Ne Ensar-ı Şeria ne de Fecr-i Libya güçlerinin yürüttükleri, gizli bir savaş değil. Onlar Libya’nın güvenlikli bir ülke olması için uğraştıklarını, darbe ile yönetimi ele geçirmeye çalışan asker ve ona destek veren ülkelerin Libya üzerindeki oyunlarını bozacaklarını düşünüyor ve bu uğurda canlarını veriyorlar. Libya’da onları destekleyen medya aracılığıyla görüşlerini bildiriyor, meşru hükümet ve meclis de onlara destek veriyor. Trablus ve diğer şehirlerde yaşayan binlerce Mısır vatandaşının ne dinleri ne de kimlikleri ile ilgili bir sorunları yok. Darbe karşıtı ve sözünü ettiğimiz Fecr-i Libya güçlerini destekleyen halk gösterileri aylardır her Cuma özellikle Libya’nın batı şehirlerinde devam etmektedir.

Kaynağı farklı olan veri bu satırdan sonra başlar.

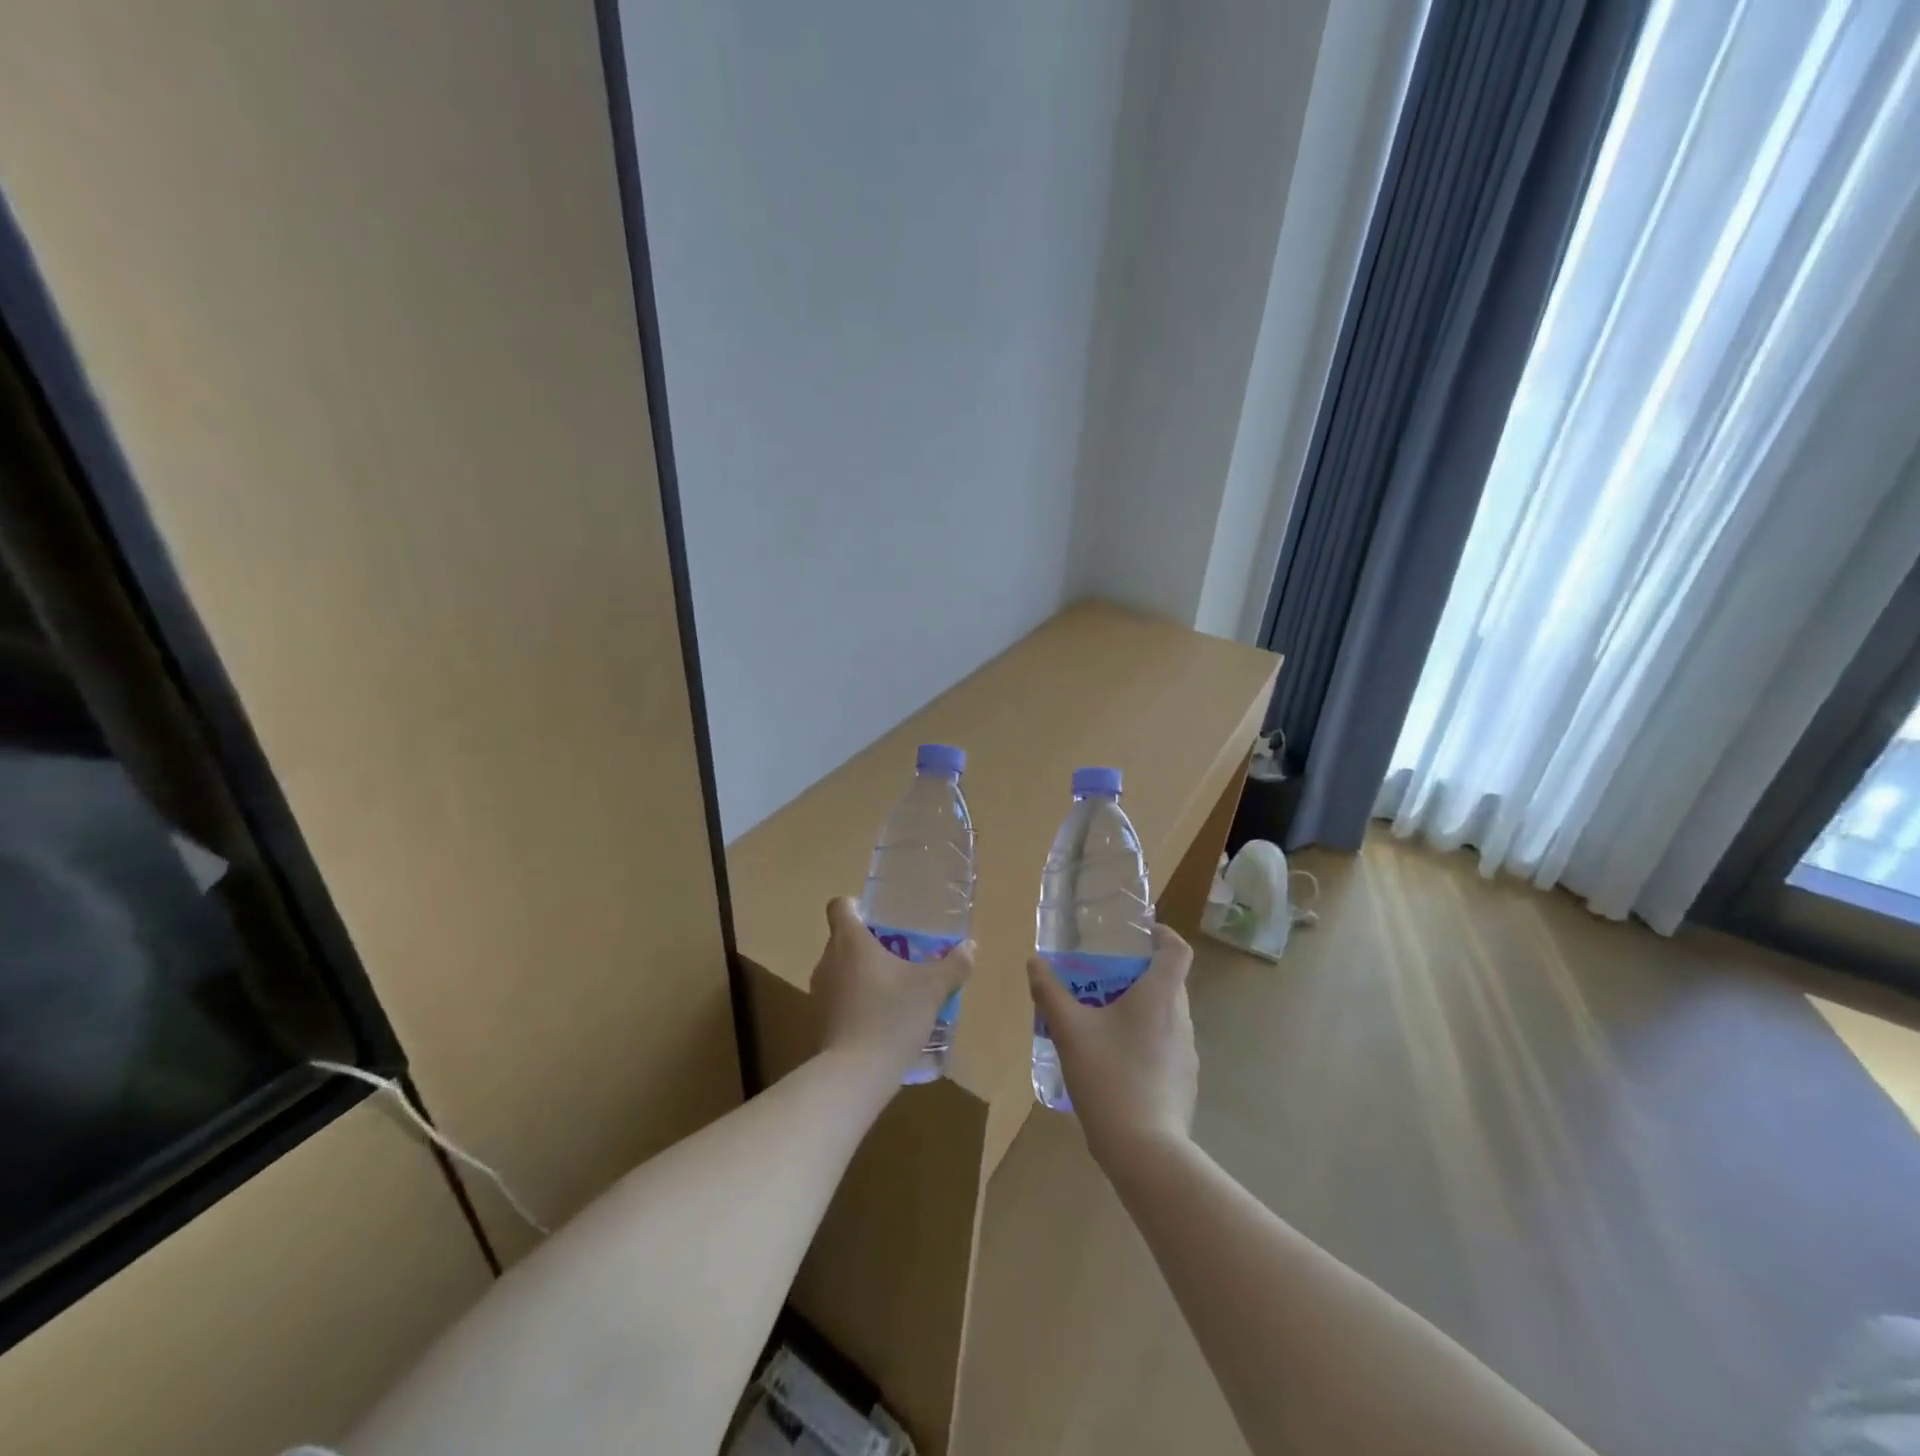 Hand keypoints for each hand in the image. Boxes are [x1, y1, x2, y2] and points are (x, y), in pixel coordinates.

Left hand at [811, 896, 971, 1078]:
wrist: (854, 1075)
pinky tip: (883, 1019)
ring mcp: (820, 992)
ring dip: (863, 974)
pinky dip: (857, 1001)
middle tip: (901, 953)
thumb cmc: (891, 1017)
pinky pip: (839, 998)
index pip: (840, 906)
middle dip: (870, 943)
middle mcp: (828, 960)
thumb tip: (970, 948)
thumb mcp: (932, 989)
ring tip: (895, 988)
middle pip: (843, 938)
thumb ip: (953, 965)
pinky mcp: (819, 1021)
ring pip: (841, 969)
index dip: (856, 906)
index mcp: (850, 941)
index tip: (880, 918)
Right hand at [1027, 924, 1197, 1167]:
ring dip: (1141, 1008)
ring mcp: (1187, 1053)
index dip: (1163, 935)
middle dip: (1140, 973)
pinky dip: (1145, 1039)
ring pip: (1167, 1015)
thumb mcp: (1070, 1031)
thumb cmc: (1109, 1078)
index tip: (1141, 933)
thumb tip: (1034, 963)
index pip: (1178, 950)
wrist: (1146, 1151)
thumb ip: (1050, 993)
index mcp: (1160, 996)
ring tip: (1104, 1019)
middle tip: (1104, 977)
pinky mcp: (1185, 1082)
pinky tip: (1116, 1061)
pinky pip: (1166, 1045)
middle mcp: (1181, 1019)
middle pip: (1170, 981)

Fecr-i Libya, elindeki sınırlı hava güçlerini şimdiye kadar çok az kullandı. Savaş esnasında yüzlerini kapatmıyorlar ve düşmanlarının kafalarını keserek yok etmeye çalışmıyorlar. Ele geçirdikleri darbe yandaşlarını “esir” olarak görüp bu konuda savaş kurallarına uyuyorlar. Her iki taraf arasında daha önce birkaç defa esir değişimi de gerçekleşmiş bulunuyor.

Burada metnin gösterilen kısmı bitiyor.